=== Section Start ===
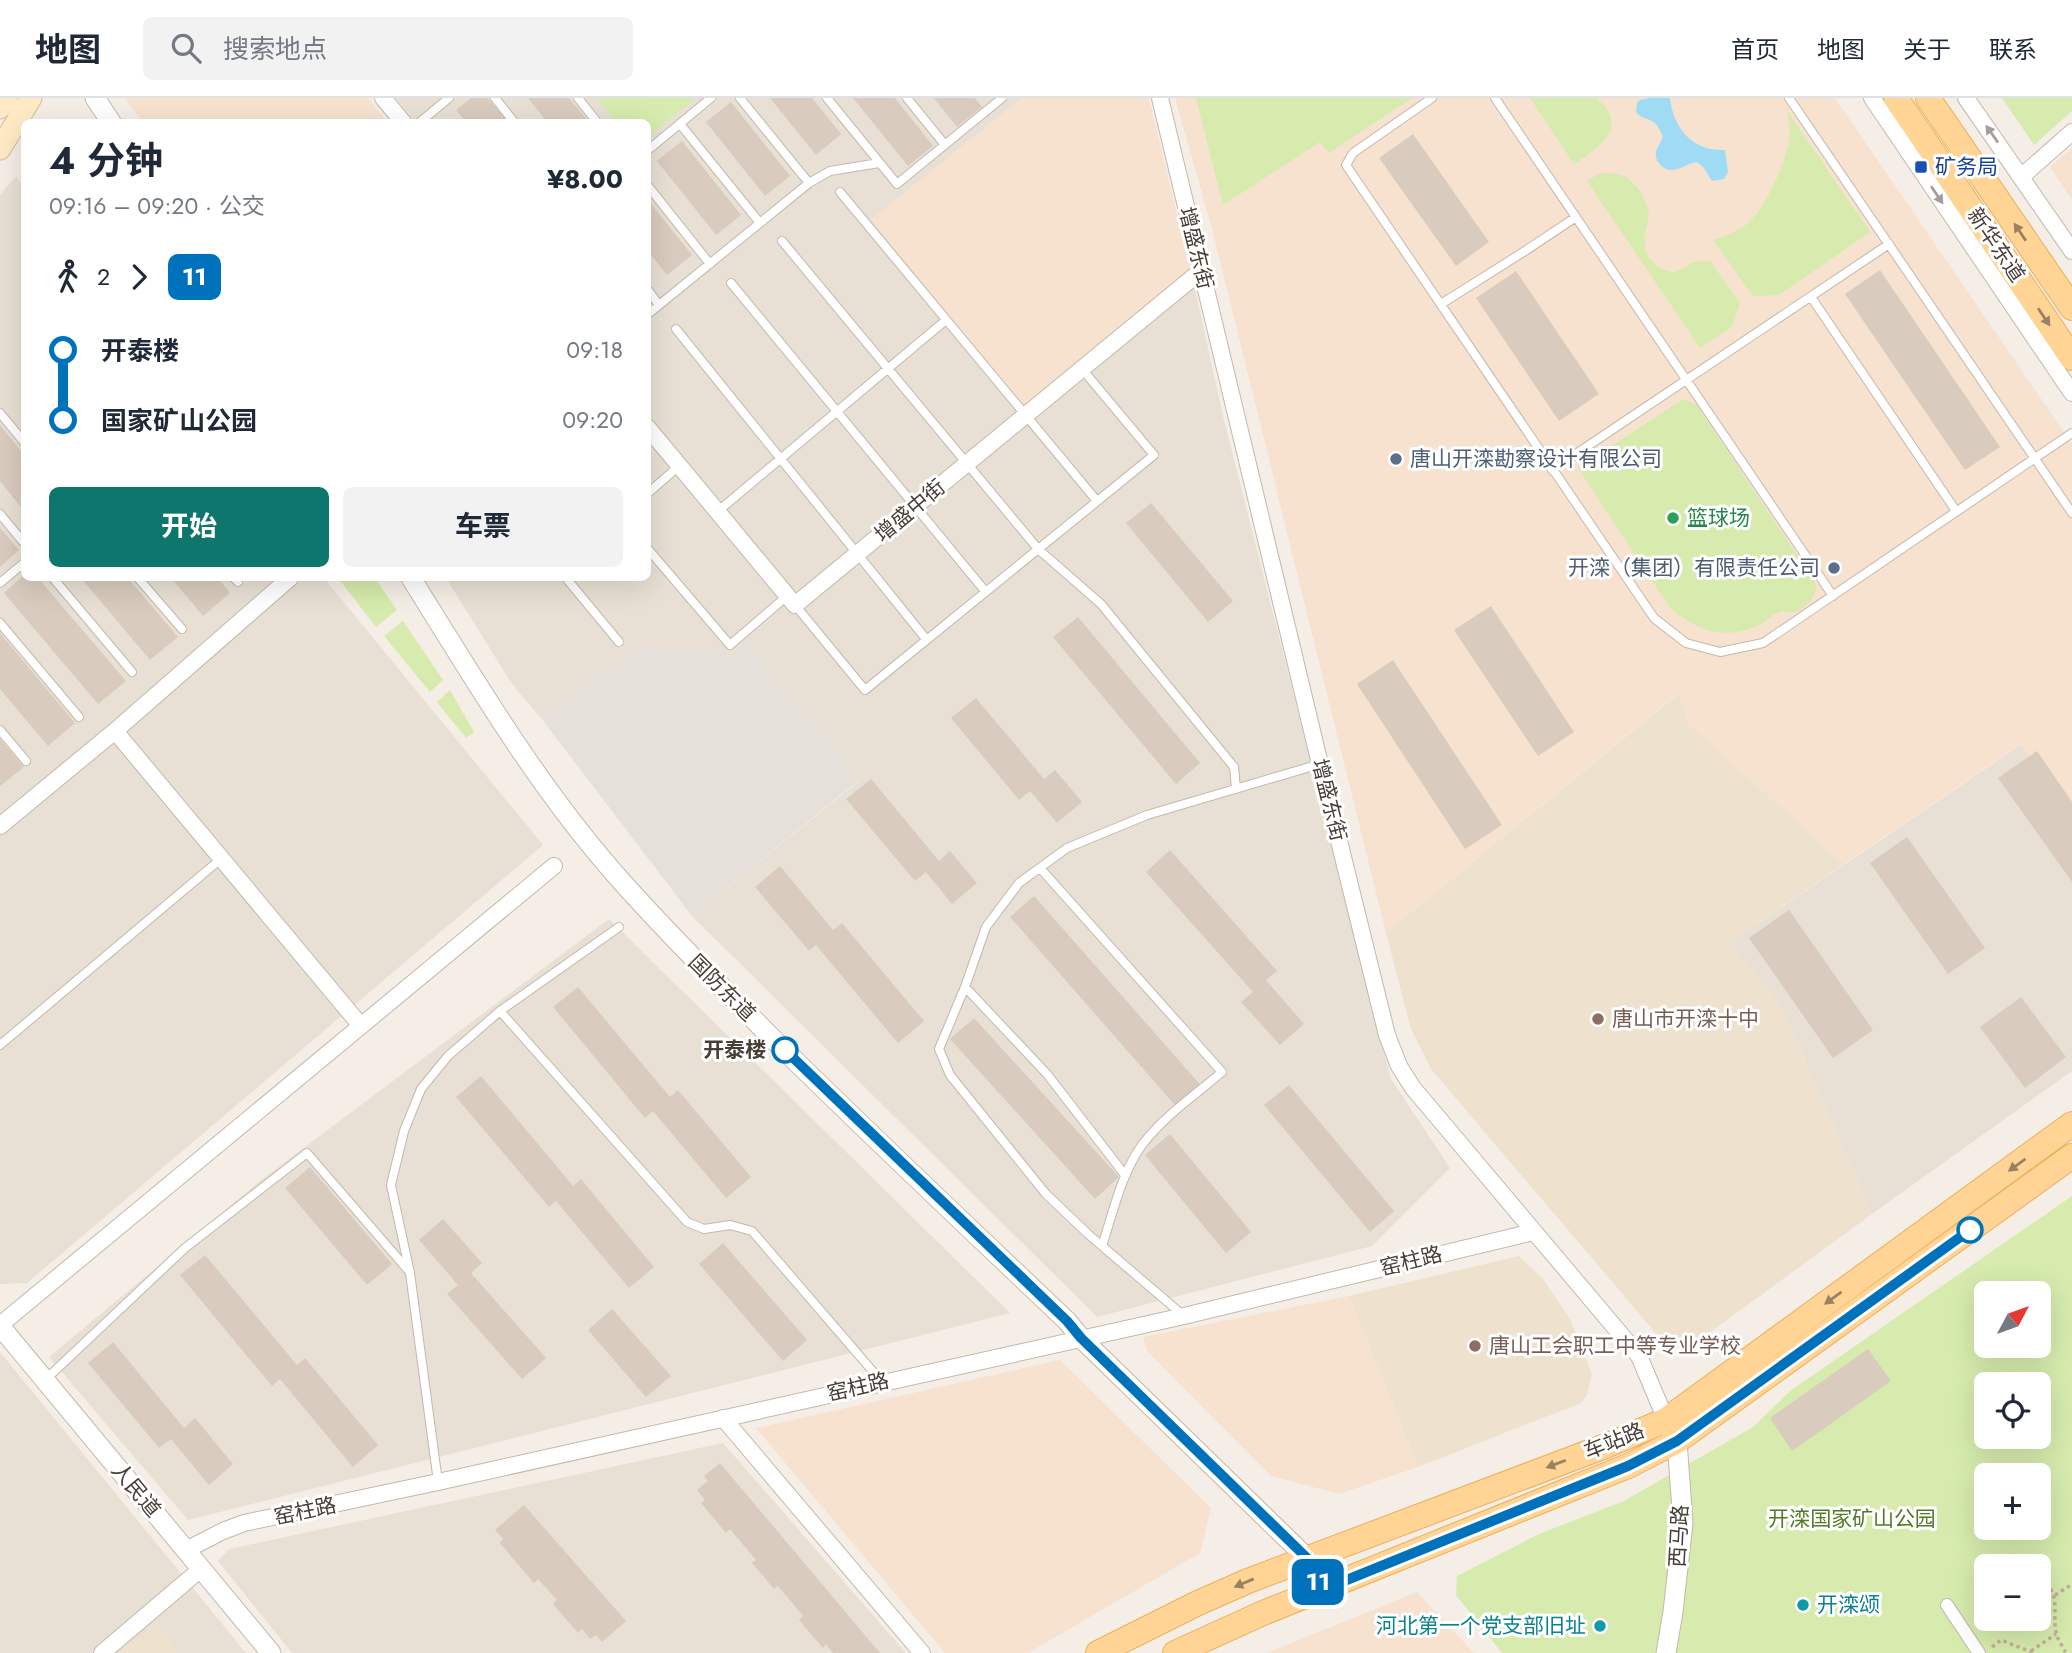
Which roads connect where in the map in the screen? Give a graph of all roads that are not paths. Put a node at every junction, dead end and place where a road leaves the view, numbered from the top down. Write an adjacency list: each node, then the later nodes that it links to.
1 (7, 98): 22 (main road)
2 (31, 98): 32 (main road)
3 (95, 98): 23 (street)
4 (383, 98): 24 (street)
5 (449, 98): 25 (lane)
6 (495, 98): 26 (lane)
7 (578, 98): 27 (lane)
8 (711, 98): 28 (lane)
9 (740, 98): 35 (lane)
10 (827, 98): 33 (lane)
11 (906, 98): 30 (lane)
12 (1002, 98): 21 (lane)
13 (1160, 98): 44 (street, 增盛东街)
14 (1432, 98): 48 (lane)
15 (1495, 98): 38 (lane)
16 (1789, 98): 41 (lane)
17 (1871, 98): 58 (street, one-way to 58)
18 (1896, 98): 54 (main road, 新华东道, one-way to 54)
19 (1928, 98): 50 (main road, 新华东道, one-way to 19)
20 (1966, 98): 34 (street, one-way to 20)
21 (992, 101): 30 (lane)
22 (0, 108)
23 (109, 119)
24 (400, 119)
25 (424, 119)
26 (512, 119)
27 (595, 119)
28 (680, 124): 31 (lane); 39 (lane)
29 (2072, 132): 34 (street)
30 (945, 145): 33 (lane)
31 (651, 148)
32 (0, 149)
33 (879, 163): 35 (lane)
34 (2021, 177): 42 (street)
35 (809, 183): 39 (lane)
36 (651, 190): 43 (lane)
37 (840, 192): 52 (lane)
38 (1576, 217): 48 (lane); 57 (lane)
39 (760, 223): 43 (lane)
40 (782, 240): 55 (lane)
41 (1889, 244): 47 (lane); 65 (lane)
42 (2072, 251)
43 (710, 264): 49 (lane)
44 (1202, 270): 56 (street, 增盛中街); 100 (street, 增盛东街)
45 (731, 283): 59 (lane)
46 (651, 294): 49 (lane)
47 (1811, 297): 57 (lane); 73 (lane)
48 (1441, 304): 69 (lane)
49 (659, 305): 51 (lane)
50 (2072, 308)
51 (651, 312)
52 (946, 320): 55 (lane); 61 (lane)
53 (676, 329): 66 (lane)
54 (2072, 358)
55 (888, 368): 59 (lane); 67 (lane)
56 (1082, 369): 61 (street, 增盛中街); 71 (lane)
57 (1686, 380): 69 (lane); 89 (lane)
58 (2072, 393)
59 (837, 412): 66 (lane); 72 (lane)
60 (0, 413): 64 (lane)
61 (1026, 415): 67 (street, 增盛中街); 71 (lane)
62 (651, 432): 68 (street)
63 (2072, 433): 65 (lane)
64 (21, 438)
65 (2035, 458): 73 (lane); 75 (lane)
66 (781, 459): 74 (lane); 80 (lane)
67 (967, 464): 72 (street, 增盛中街); 78 (lane)
68 (679, 466): 70 (lane); 74 (street)
69 (1552, 470): 89 (lane)
70 (651, 490)
71 (1097, 500): 78 (lane)
72 (915, 506): 80 (street, 增盛中街); 88 (lane)
73 (1956, 511): 89 (lane)
74 (717, 512): 90 (street)
75 (2072, 513)
76 (0, 514): 77 (lane)
77 (21, 540)
78 (1038, 549): 88 (lane); 101 (lane)
79 (651, 553): 90 (lane)
80 (858, 554): 90 (street, 增盛中街); 93 (lane)
81 (21, 566): 87 (lane)
82 (55, 581): 95 (lane)
83 (141, 581): 92 (lane)
84 (287, 581): 98 (street)
85 (413, 581): 119 (street, 国防东道)
86 (568, 581): 94 (lane)
87 (0, 583)
88 (985, 591): 93 (lane)
89 (1833, 596)
90 (791, 601): 93 (lane)
91 (0, 623): 96 (lane)
92 (182, 629)
93 (926, 639)
94 (619, 642)
95 (131, 672)
96 (79, 717)
97 (0, 730): 99 (lane)
98 (115, 731): 102 (street); 103 (street)
99 (26, 761)
100 (1320, 764): 101 (lane); 114 (street, 增盛东街)
101 (1236, 789): 105 (lane)
102 (0, 825)
103 (222, 858): 109 (street); 110 (lane)
104 (554, 866): 109 (street)
105 (1040, 868): 107 (lane); 113 (lane)
106 (619, 927): 108 (lane)
107 (965, 987): 113 (lane); 115 (lane)
108 (500, 1011): 116 (lane); 121 (lane)
109 (361, 1026): 118 (street)
110 (0, 1045)
111 (2072, 1124): 123 (main road, 车站路, one-way to 123)
112 (2072, 1156): 123 (main road, 车站路)
113 (1125, 1175): 115 (lane)
114 (1533, 1232): 117 (street, 窑柱路); 123 (street, 增盛东街)
115 (1102, 1246): 117 (lane)
116 (410, 1273): 120 (lane); 124 (lane)
117 (1184, 1316): 119 (street, 窑柱路)
118 (2, 1332): 120 (street, 人民道)
119 (1081, 1338): 121 (street, 窑柱路); 126 (street, 国防东道)
120 (45, 1380): 125 (street, 人民道)
121 (882, 1382): 122 (street, 窑柱路)
122 (723, 1418): 124 (street, 窑柱路); 132 (street)
123 (1671, 1430): 126 (main road, 车站路, one-way to 126); 128 (main road, 车站路); 135 (street, 西马路)
124 (438, 1482): 125 (street, 窑柱路)
125 (186, 1550): 127 (street, 人民道)
126 (1308, 1559): 128 (street, 国防东道); 133 (main road, 车站路, one-way to 133)
127 (202, 1568): 130 (street); 131 (street, 人民道)
128 (1322, 1590): 134 (main road, 车站路)
129 (1947, 1605): 136 (street)
130 (102, 1653)
131 (271, 1653)
132 (922, 1653)
133 (1098, 1653)
134 (1175, 1653)
135 (1666, 1653)
136 (1979, 1653)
=== Section End ===
Exercise brief: Every line of the material that holds the word "main" must be found and copied.

Response:
1 (7, 98): 22 (main road)
2 (31, 98): 32 (main road)
18 (1896, 98): 54 (main road, 新华东道, one-way to 54)
19 (1928, 98): 50 (main road, 新华东道, one-way to 19)
111 (2072, 1124): 123 (main road, 车站路, one-way to 123)
112 (2072, 1156): 123 (main road, 车站路)
123 (1671, 1430): 126 (main road, 车站路, one-way to 126); 128 (main road, 车站路); 135 (street, 西马路)
126 (1308, 1559): 128 (street, 国防东道); 133 (main road, 车站路, one-way to 133)
128 (1322, 1590): 134 (main road, 车站路)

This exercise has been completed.